Danira Miralda Bulnes worked with the Miskitos in the Honduran Mosquitia during the time of the Contra War and the arrival of thousands of Miskito and Sumu refugees from Nicaragua. She returned to the Honduran Mosquitia and the border area of Nicaragua in 2008 and 2009.  She photographed the monument at Waspan with the name of all of those who died in the Contra War on the Atlantic Coast (the Mosquitia) and those photographs end the book.
She was also able to attend Sihkru Tara. In the past Sihkru was a celebration at the end of the year where the sukya or shaman would give thanks for a good agricultural year, pray for a good upcoming agricultural year, and announce eclipses and other natural phenomenon for the new year. There was singing, dancing, and feasting for several days. Now Sihkru Tara (Big Sihkru) is a binational (Honduras and Nicaragua) event when the Miskitos of both countries talk of the struggles for human rights of the Miskitos. It is held on the UN Day of the Indigenous People and alternates between being held in Honduras and being held in Nicaragua.
Miralda Bulnes analyzes the historical views of the Miskitos and the Mosquitia as reflected in official histories of Honduras. These reflect misunderstandings typical of ethnocentricism and racism. Then she looks at how the Miskitos were involved as labor first for the British and then for transnational companies trying to  exploit for profit the natural resources of the Moskitia.
The current industry taking advantage of Miskito labor and resources is the lobster diving and commercial fishing fleets based in the Bay Islands. Miskito divers are being killed or left paralyzed by the conditions under which they work including scuba diving to great depths without adequate training. Attempts by the Miskitos to include seafood diving (lobster, conch, sea cucumber and jellyfish) in the Honduran Labor Code have failed.

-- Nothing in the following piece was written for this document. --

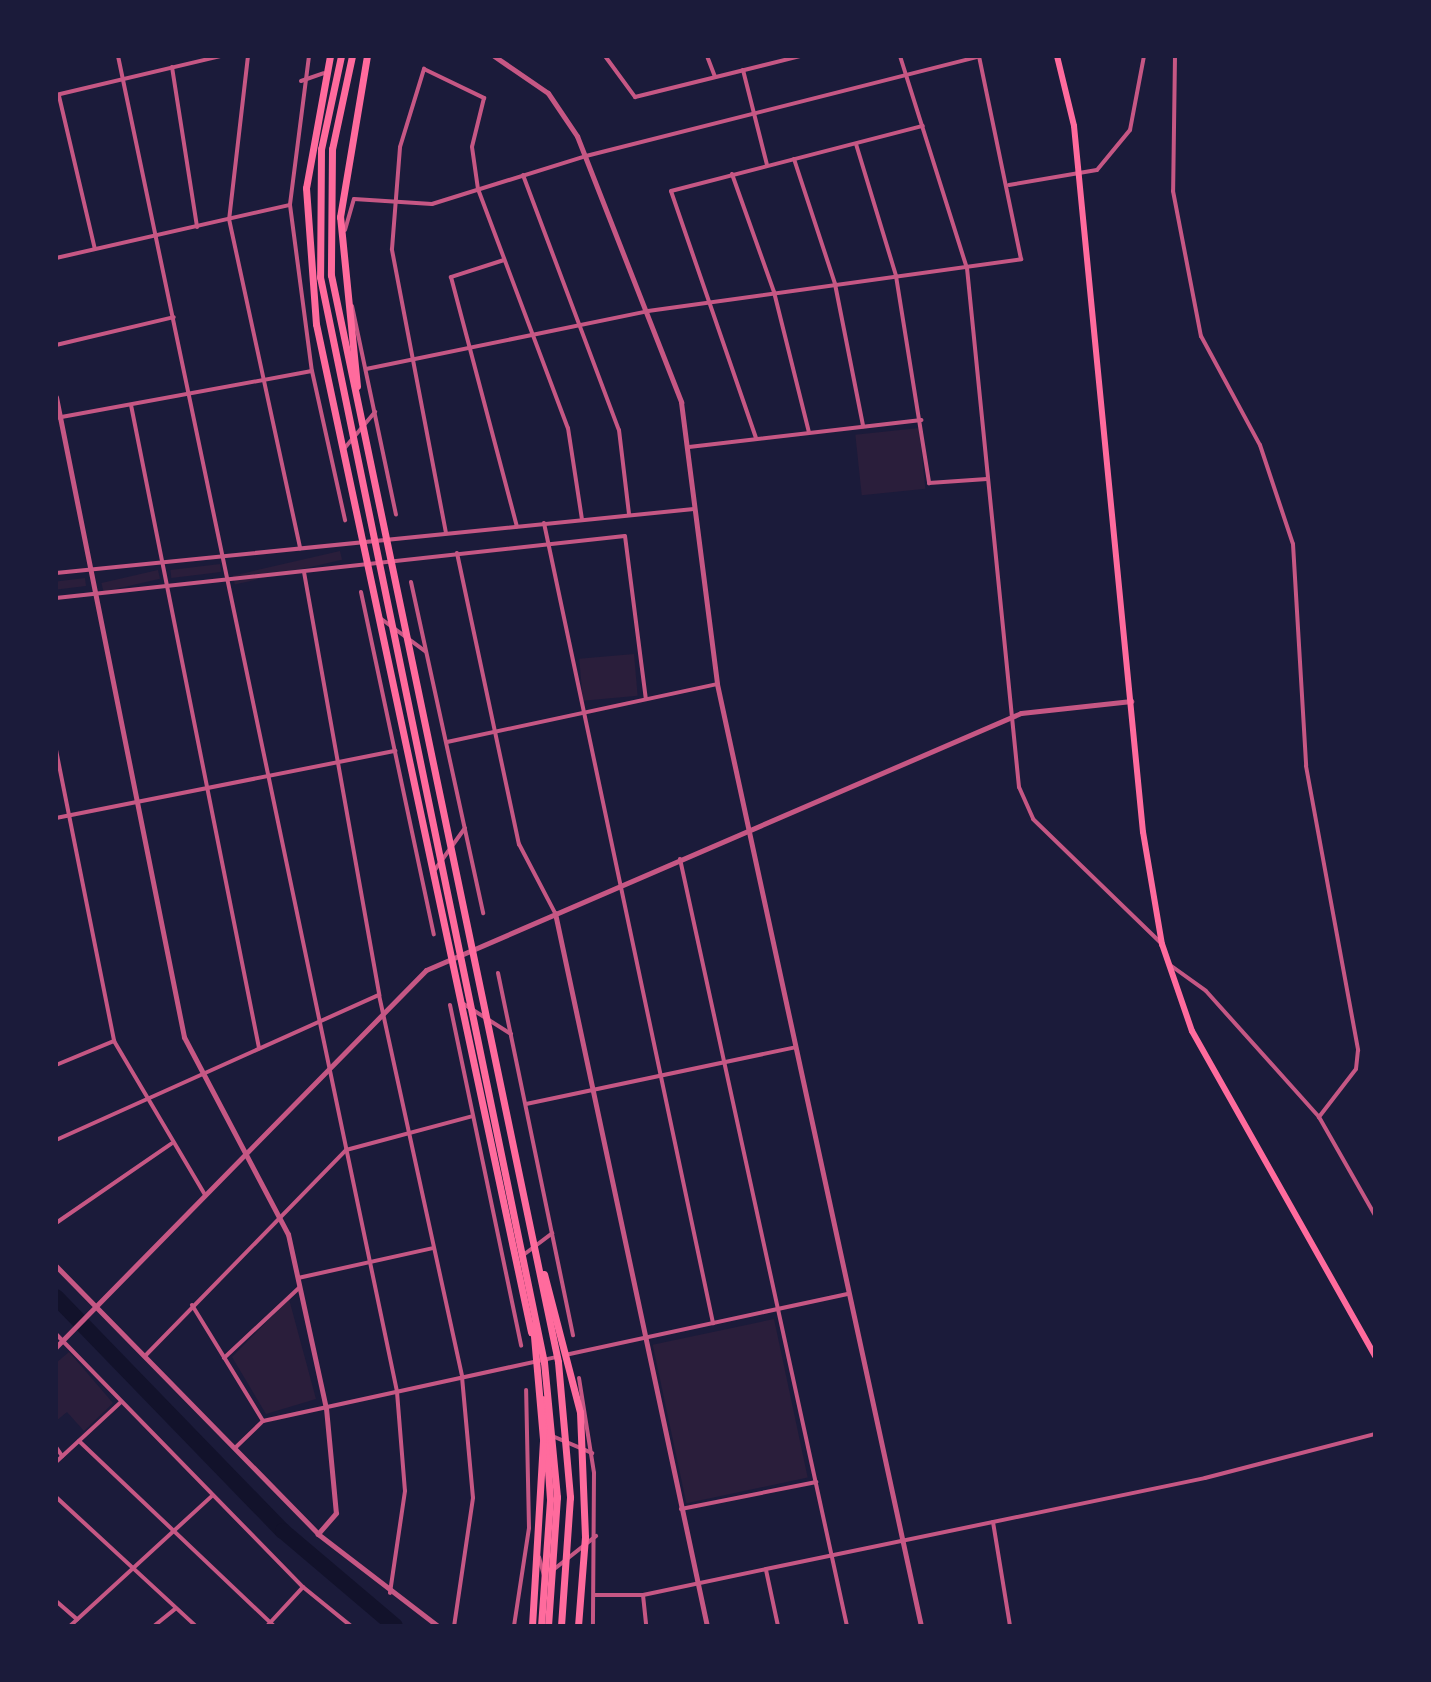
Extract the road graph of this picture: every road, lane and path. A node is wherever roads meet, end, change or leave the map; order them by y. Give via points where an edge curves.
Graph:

In the final chapters of the book she highlights new menaces for the Mosquitia and the Miskitos. These menaces have US backing as part of development plans for the Central American region. They include extensive plantations of African palm (for biodiesel and palm oil), hydroelectric dams especially on the Patuca River which will disturb transportation, fishing, riverine crop cycles, etc. petroleum exploration and exploitation and a US naval base on the Caratasca Lagoon. The US military bases in Central America are violations of the 1850 Clayton-Bulwer Treaty between England and the US.

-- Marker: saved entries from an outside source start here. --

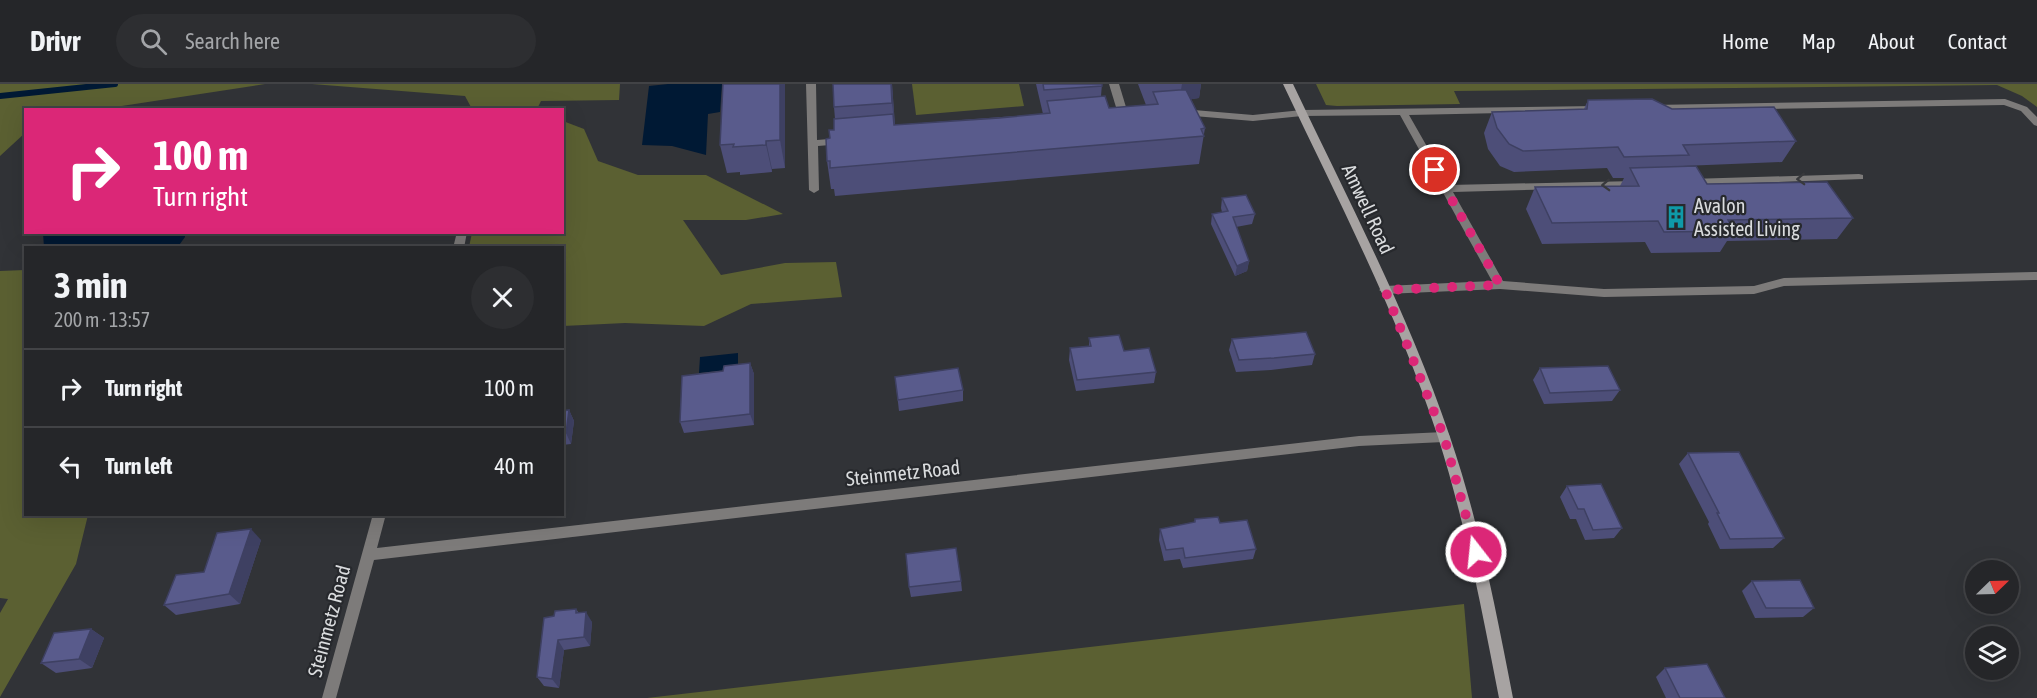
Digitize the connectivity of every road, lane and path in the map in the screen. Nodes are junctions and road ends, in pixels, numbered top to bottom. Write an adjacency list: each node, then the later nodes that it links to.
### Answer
1 (811, 84): 12 (street)
2 (1114, 84): 9 (street)
3 (1288, 84): 8 (main road, Amwell Road)
4 (1604, 108): 7 (street)
5 (1639, 108): 10 (street)
6 (1175, 112): 8 (street)
7 (1403, 112): 8 (street); 16 (street)
8 (1302, 113): 20 (main road, Amwell Road)
9 (1113, 118)
10 (2037, 123)
11 (848, 140): 12 (street)
12 (813, 143): 17 (street)
13 (1859, 177): 14 (street, one-way to 14)
14 (1676, 183)
15 (1653, 184): 16 (street, one-way to 16)
16 (1446, 189): 19 (street)
17 (814, 190)
18 (2037, 276): 19 (street)
19 (1500, 285): 20 (street)
20 (1385, 290): 21 (main road, Amwell Road)
21 (1444, 437): 23 (street, Steinmetz Road); 25 (main road, Amwell Road)
22 (379, 516): 23 (street, Steinmetz Road)
23 (368, 555): 24 (street, Steinmetz Road)
24 (329, 698)
25 (1506, 698)

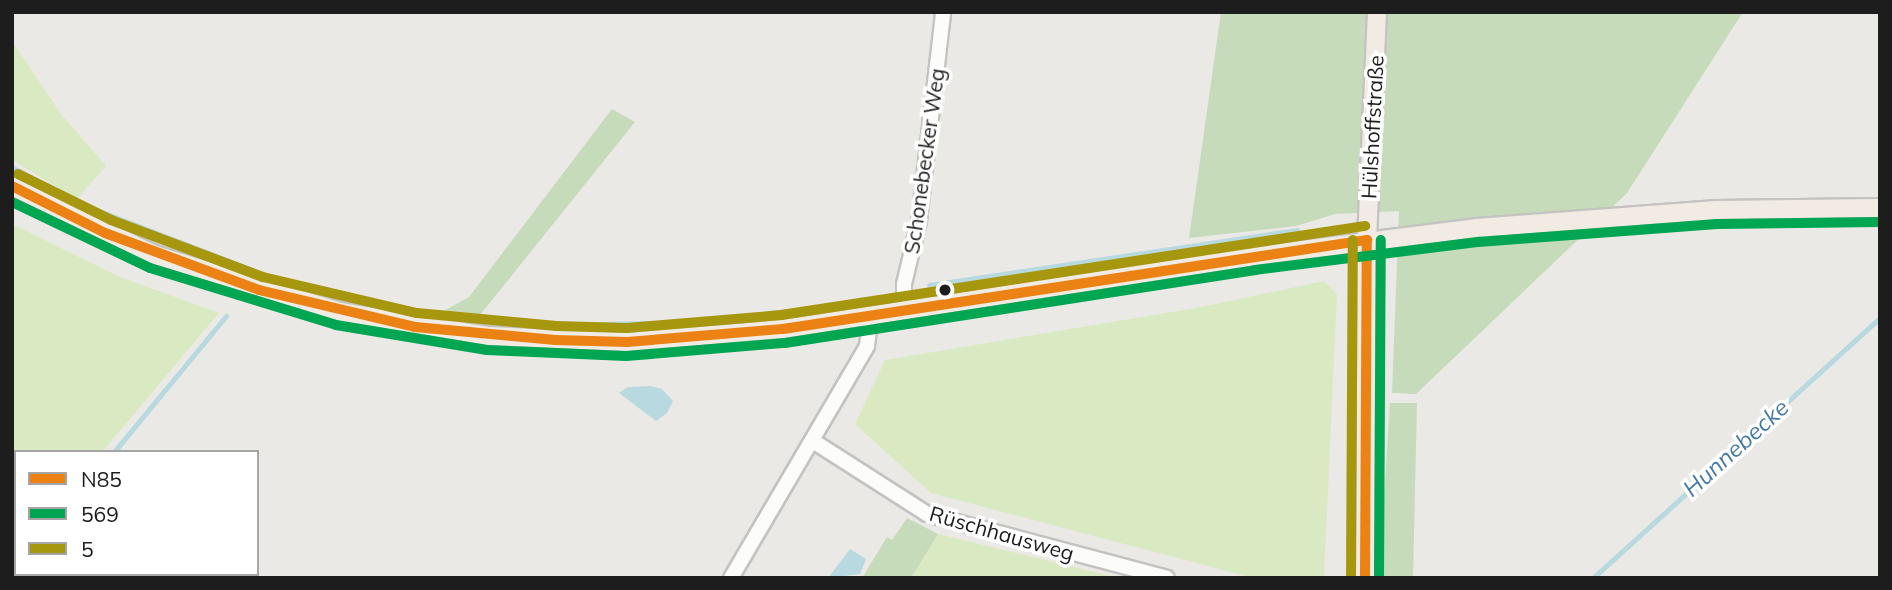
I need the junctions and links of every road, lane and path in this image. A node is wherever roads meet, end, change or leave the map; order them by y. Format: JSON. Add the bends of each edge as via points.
{"nodes":[{"id":1,"x":943,"y":12,"type":"edge"},
{"id":2,"x":1377,"y":12,"type":"edge"},
{"id":3,"x":12,"y":186,"type":"edge"},
{"id":4,"x":1880,"y":208,"type":"edge"},
{"id":5,"x":1367,"y":240,"type":"junction"},
{"id":6,"x":904,"y":310,"type":"junction"},
{"id":7,"x":871,"y":315,"type":"junction"},
{"id":8,"x":813,"y":441,"type":"junction"},
{"id":9,"x":731,"y":578,"type":"edge"},
{"id":10,"x":1167,"y":578,"type":"edge"},
{"id":11,"x":1365,"y":578,"type":"edge"}],
"edges":[{"from":1,"to":6,"type":"street","name":"Schonebecker Weg"},
{"from":2,"to":5,"type":"main road","name":"Hülshoffstraße"},
{"from":3,"to":7,"type":"main road","via":[[105,233],[208,274],[340,312],[415,327],[489,336],[627,342],[758,332]]},
{"from":4,"to":5,"type":"main road","via":[[1650,214]]},
{"from":5,"to":6,"type":"main road"},
{"from":5,"to":11,"type":"main road","name":"Hülshoffstraße"},
{"from":6,"to":7,"type":"main road"},
{"from":7,"to":8,"type":"street","via":[[867,346]]},
{"from":8,"to":9,"type":"street"},
{"from":8,"to":10,"type":"street","name":"Rüschhausweg","via":[[927,514]]}]}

Miralda Bulnes also highlights some of the problems of the Honduran Mosquitia being used as a transshipment point for cocaine destined for the US market. Some of the cocaine is being sold to Miskito lobster divers and other Miskito young people. According to Honduran newspapers 70% of the cocaine bound for the US goes through Honduras, especially through the Honduran Moskitia where it arrives via small aircraft landing on clandestine landing strips. The US military is active in the area, supposedly to protect Hondurans from the drug traffickers. MASTA, the Miskito ethnic federation, has a letter on its website asking for humanitarian and development aid, not military aid for theMosquitia.

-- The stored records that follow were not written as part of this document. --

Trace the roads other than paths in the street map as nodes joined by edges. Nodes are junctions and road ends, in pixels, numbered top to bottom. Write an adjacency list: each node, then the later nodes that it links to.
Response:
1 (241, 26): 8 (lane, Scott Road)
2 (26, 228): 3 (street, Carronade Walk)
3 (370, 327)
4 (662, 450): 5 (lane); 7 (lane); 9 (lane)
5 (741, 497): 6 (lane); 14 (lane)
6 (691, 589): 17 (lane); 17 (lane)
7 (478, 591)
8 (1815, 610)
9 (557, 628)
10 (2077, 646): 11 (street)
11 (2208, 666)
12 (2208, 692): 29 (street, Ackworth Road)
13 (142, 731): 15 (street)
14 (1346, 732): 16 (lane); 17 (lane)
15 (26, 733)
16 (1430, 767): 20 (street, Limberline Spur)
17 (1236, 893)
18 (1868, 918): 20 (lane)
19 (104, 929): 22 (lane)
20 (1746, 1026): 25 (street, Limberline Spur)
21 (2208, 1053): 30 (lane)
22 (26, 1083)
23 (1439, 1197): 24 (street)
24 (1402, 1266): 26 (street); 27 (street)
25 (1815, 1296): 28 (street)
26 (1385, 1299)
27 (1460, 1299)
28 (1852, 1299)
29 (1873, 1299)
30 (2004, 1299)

Miralda Bulnes concludes that the US never left Central America, and that the war of low intensity against the natives of the Mosquitia has not ended. In 2009 there was an indigenous declaration calling for Autonomy of the Moskitia. Earlier attempts to request autonomy for the Honduran Mosquitia has met with negative reactions from the Honduran authorities in Tegucigalpa. When the treaty was signed between the Nicaraguan Miskitos and the Nicaraguan government in the 19th century, the treaty guaranteed autonomy of the Mosquitia, which the Nicaraguan Miskitos were able to recover after the Contra War. The treaty between the Honduran Miskitos and the Honduran government in the 19th century which was signed first, did not guarantee autonomy for the Honduran Miskitos.